_Try it_: Where the data below contains pictures, omit them; output the rest word for word.

[Stored items from a collection]

————

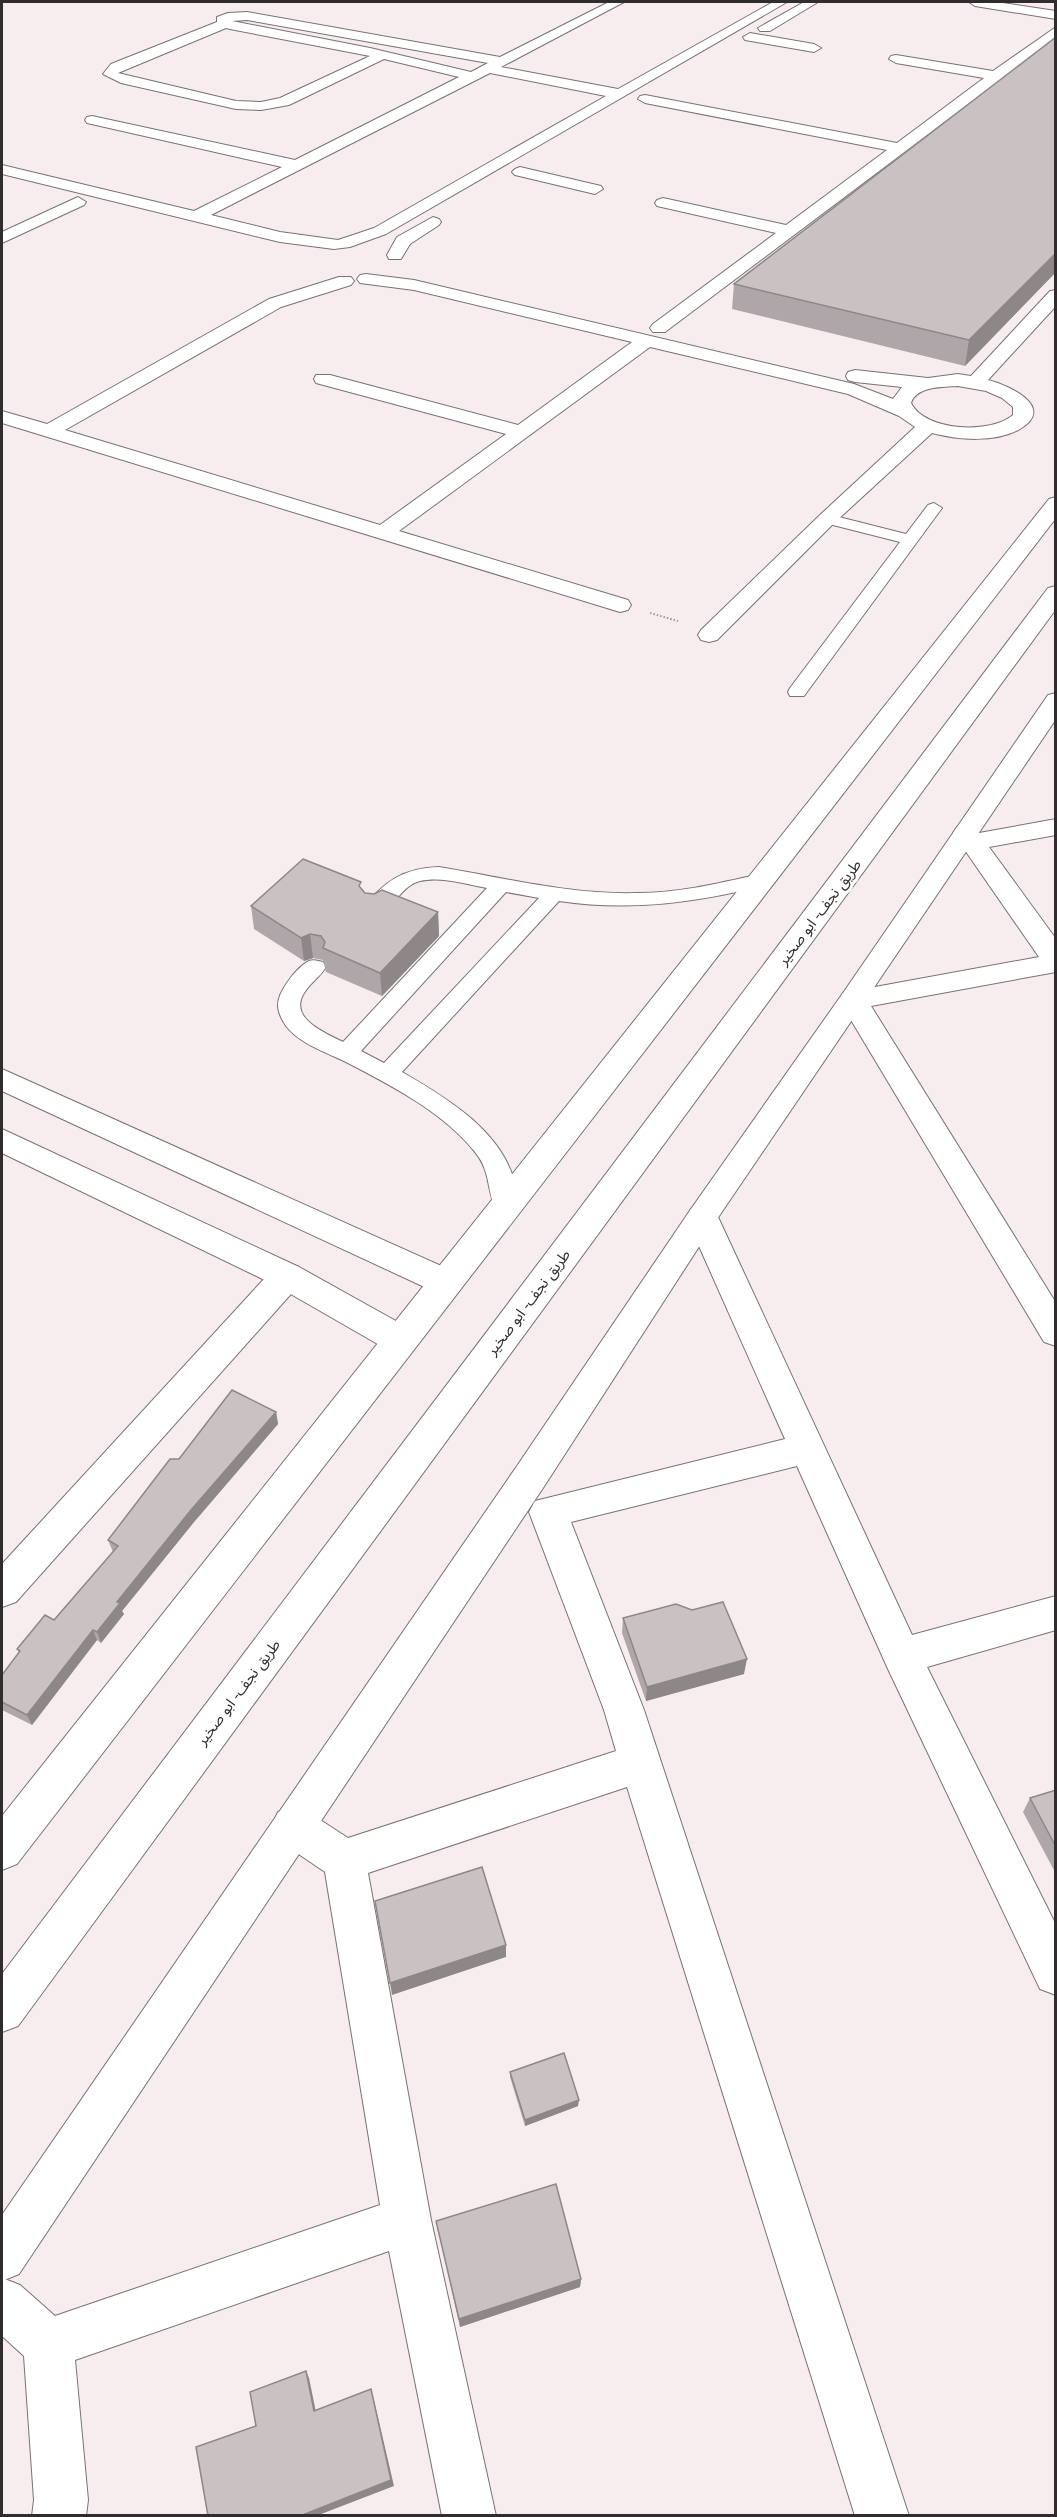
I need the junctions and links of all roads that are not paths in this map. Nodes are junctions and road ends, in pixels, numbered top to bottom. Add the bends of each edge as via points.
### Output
1 (618, 2) edge
2 (782, 2) edge
3 (812, 2) edge
4 (975, 2) edge
5 (1025, 2) edge
6 (1056, 6) edge
7 (1056, 15) edge
8 (225, 24) junction
9 (1056, 31) edge
10 (814, 48) dead end
11 (454, 52) junction
12 (383, 55) junction
13 (896, 59) dead end
14 (494, 65) junction
15 (426, 66) junction
16 (472, 76) junction
17 (996, 76) junction
18 (664, 88) dead end
19 (619, 94) junction
20 (92, 120) dead end
21 (900, 148) junction
22 (539, 161) dead end
23 (296, 165) junction
24 (2, 170) edge
25 (2, 183) edge
26 (595, 189) dead end
27 (78, 202) junction
28 (663, 203) dead end
29 (449, 213) dead end
30 (195, 217) junction
31 (790, 231) junction
32 (2, 238) edge
33 (339, 244) junction
34 (281, 253) dead end
35 (303, 256) dead end
36 (396, 258) junction
37 (366, 279) junction
38 (345, 281) junction
39 (1056, 295) edge
40 (275, 303) junction
41 (652, 335) junction
42 (323, 379) dead end
43 (976, 382) junction
44 (925, 383) junction
45 (906, 412) junction
46 (2, 417) edge
47 (928, 426) junction
48 (49, 431) junction
49 (521, 432) junction
50 (1056, 503) edge
51 (934, 508) dead end
52 (827, 519) junction
53 (383, 533) junction
54 (910, 540) junction
55 (1056, 594) edge
56 (620, 605) road end
57 (711, 633) road end
58 (797, 692) dead end
59 (1056, 700) edge
60 (1056, 827) edge
61 (969, 838) junction
62 (760, 880) junction
63 (502, 884) junction
64 (554, 894) junction
65 (374, 910) edge
66 (1056, 962) edge
67 (315, 967) edge
68 (853, 1000) junction
69 (346, 1053) junction
70 (386, 1075) junction
71 (2, 1079) edge
72 (2, 1140) edge
73 (506, 1204) junction
74 (702, 1217) junction
75 (287, 1276) junction
76 (446, 1282) junction
77 (1056, 1333) edge
78 (400, 1340) junction
79 (808, 1448) junction
80 (539, 1494) junction
81 (2, 1590) edge
82 (1056, 1613) edge
83 (902, 1656) junction
84 (640, 1763) junction
85 (293, 1826) junction
86 (2, 1849) edge
87 (344, 1860) junction
88 (1056, 1973) edge
89 (2, 2010) edge
90 (407, 2220) junction
91 (2, 2257) edge
92 (2, 2303) edge
93 (48, 2344) junction
94 (59, 2516) edge
95 (469, 2516) edge
96 (882, 2516) edge

1 - 14 main road
2 - 19 main road
3 - 10 main road via 745,40
4 - 7 main road
5 - 6 main road
8 - 11 main road via 222,20 228,17 247,16
8 - 12 main road
8 - 12 main road via 116,67 110,74 236,105 261,106 284,102
9 - 17 main road
11 - 14 main road
11 - 15 main road via 431,56 425,61
12 - 15 main road
13 - 17 main road
14 - 16 main road
14 - 19 main road
15 - 16 main road
16 - 23 main road
17 - 21 main road
18 - 21 main road via 640,102
19 - 33 main road via 380,231
20 - 23 main road
21 - 31 main road
22 - 26 main road via 515,175
23 - 30 main road
24 - 30 main road
25 - 27 main road
27 - 32 main road
27 - 34 main road
28 - 31 main road
29 - 36 main road via 403,241
30 - 33 main road via 280,237
31 - 41 main road
33 - 35 main road
33 - 36 main road via 375,246
36 - 37 main road via 390,271
36 - 41 main road via 431,274
37 - 38 main road
37 - 41 main road via 414,285
38 - 40 main road
38 - 40 main road via 306,277
39 - 43 main road
40 - 48 main road
41 - 44 main road via 866,378
41 - 45 main road via 854,390
41 - 49 main road
42 - 49 main road
43 - 44 main road
43 - 47 main road via 1013,396 1023,406 1023,416 1014,425 996,431 974,433
44 - 45 main road via 904,396
45 - 47 main road
46 - 48 main road
47 - 52 main road
48 - 53 main road
49 - 53 main road
50 - 62 main road
51 - 54 lane
52 - 54 lane
52 - 57 main road
53 - 56 main road
54 - 58 lane
55 - 89 main road, طريق نجف - ابو صخير
59 - 61 main road
60 - 61 main road
61 - 66 main road
61 - 68 main road
62 - 64 lane via 700,895 659,899
62 - 73 main road
63 - 64 lane
63 - 65 lane via 424,873 398,882
63 - 69 lane
64 - 70 lane
66 - 68 main road
67 - 69 lane via 290,996 288,1008 302,1030
68 - 74 main road
68 - 77 main road
69 - 70 lane
70 - 73 lane via 431,1099 481,1144 498,1169
71 - 76 main road
72 - 75 main road
73 - 76 main road
74 - 79 main road
74 - 80 main road
75 - 78 main road
75 - 81 main road
76 - 78 main road
78 - 86 main road
79 - 80 main road
79 - 83 main road
80 - 84 main road via 624,1710
80 - 85 main road
82 - 83 main road
83 - 88 main road
84 - 87 main road
84 - 96 main road
85 - 87 main road
85 - 91 main road
87 - 90 main road
90 - 93 main road
90 - 95 main road
92 - 93 main road
93 - 94 main road via 61,2500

————

_Answer section_:
I need the junctions and links of all roads that are not paths in this map. Nodes are junctions and road ends, in pixels, numbered top to bottom. Add the bends of each edge as via points.
### Output
1 (618, 2) edge
2 (782, 2) edge
3 (812, 2) edge
4 (975, 2) edge
5 (1025, 2) edge
6 (1056, 6) edge
7 (1056, 15) edge
8 (225, 24) junction
9 (1056, 31) edge
10 (814, 48) dead end
11 (454, 52) junction
12 (383, 55) junction
13 (896, 59) dead end
14 (494, 65) junction
15 (426, 66) junction
16 (472, 76) junction
17 (996, 76) junction
18 (664, 88) dead end
19 (619, 94) junction
20 (92, 120) dead end
21 (900, 148) junction
22 (539, 161) dead end
23 (296, 165) junction
24 (2, 170) edge
25 (2, 183) edge
26 (595, 189) dead end
27 (78, 202) junction
28 (663, 203) dead end
29 (449, 213) dead end
30 (195, 217) junction
31 (790, 231) junction
32 (2, 238) edge
33 (339, 244) junction
34 (281, 253) dead end
35 (303, 256) dead end
36 (396, 258) junction
37 (366, 279) junction
38 (345, 281) junction
39 (1056, 295) edge
40 (275, 303) junction
41 (652, 335) junction
42 (323, 379) dead end
43 (976, 382) junction
44 (925, 383) junction
45 (906, 412) junction
46 (2, 417) edge
47 (928, 426) junction
48 (49, 431) junction
49 (521, 432) junction
50 (1056, 503) edge
51 (934, 508) dead end
52 (827, 519) junction
53 (383, 533) junction
54 (910, 540) junction
55 (1056, 594) edge
56 (620, 605) road end
57 (711, 633) road end
58 (797, 692) dead end
59 (1056, 700) edge
60 (1056, 827) edge
61 (969, 838) junction
62 (760, 880) junction
63 (502, 884) junction
64 (554, 894) junction
65 (374, 910) edge
66 (1056, 962) edge
67 (315, 967) edge
68 (853, 1000) junction
69 (346, 1053) junction
70 (386, 1075) junction
71 (2, 1079) edge
72 (2, 1140) edge
73 (506, 1204) junction
74 (702, 1217) junction
75 (287, 1276) junction
76 (446, 1282) junction
77 (1056, 1333) edge
78 (400, 1340) junction
79 (808, 1448) junction
80 (539, 1494) junction
81 (2, 1590) edge
82 (1056, 1613) edge
83 (902, 1656) junction
84 (640, 1763) junction
85 (293, 1826) junction
86 (2, 1849) edge
87 (344, 1860) junction
88 (1056, 1973) edge
89 (2, 2010) edge
90 (407, 2220) junction
91 (2, 2257) edge
92 (2, 2303) edge
93 (48, 2344) junction
94 (59, 2516) edge
95 (469, 2516) edge
96 (882, 2516) edge

1 - 14 main road
2 - 19 main road
3 - 10 main road via 745,40
4 - 7 main road
5 - 6 main road
8 - 11 main road via 222,20 228,17 247,16
8 - 12 main road
8 - 12 main road via 116,67 110,74 236,105 261,106 284,102
9 - 17 main road
11 - 14 main road
11 - 15 main road via 431,56 425,61
12 - 15 main road
13 - 17 main road
14 - 16 main road
14 - 19 main road
15 - 16 main road
16 - 23 main road
17 - 21 main road
18 - 21 main road via 640,102
19 - 33 main road via 380,231
20 - 23 main road
21 - 31 main road
22 - 26 main road via 515,175
23 - 30 main road
24 - 30 main road
25 - 27 main road
27 - 32 main road
27 - 34 main road
28 - 31 main road
29 - 36 main road via 403,241
30 - 33 main road via 280,237
31 - 41 main road
33 - 35 main road
33 - 36 main road via 375,246
36 - 37 main road via 390,271
36 - 41 main road via 431,274
37 - 38 main road
37 - 41 main road via 414,285
38 - 40 main road
38 - 40 main road via 306,277
39 - 43 main road
40 - 48 main road
41 - 44 main road via 866,378
41 - 45 main road via 854,390
41 - 49 main road
42 - 49 main road
43 - 44 main road
43 - 47 main road via 1013,396 1023,406 1023,416 1014,425 996,431 974,433
44 - 45 main road via 904,396
45 - 47 main road
46 - 48 main road
47 - 52 main road
48 - 53 main road
49 - 53 main road
50 - 62 main road
51 - 54 lane
52 - 54 lane
52 - 57 main road
53 - 56 main road
54 - 58 lane
55 - 89 main road, طريق نجف - ابو صخير
59 - 61 main road
60 - 61 main road
61 - 66 main road
61 - 68 main road
62 - 64 lane via 700,895 659,899
62 - 73 main road
63 - 64 lane
63 - 65 lane via 424,873 398,882
63 - 69 lane
64 - 70 lane
66 - 68 main road
67 - 69 lane via 290,996 288,1008 302,1030
68 - 74 main road
68 - 77 main road
69 - 70 lane
70 - 73 lane via 431,1099 481,1144 498,1169
71 - 76 main road
72 - 75 main road
73 - 76 main road
74 - 79 main road
74 - 80 main road
75 - 78 main road
75 - 81 main road
76 - 78 main road
78 - 86 main road
79 - 80 main road
79 - 83 main road
80 - 84 main road via 624,1710
80 - 85 main road
82 - 83 main road
83 - 88 main road
84 - 87 main road
84 - 96 main road
85 - 87 main road
85 - 91 main road
87 - 90 main road
90 - 93 main road
90 - 95 main road
92 - 93 main road
93 - 94 main road via 61,2500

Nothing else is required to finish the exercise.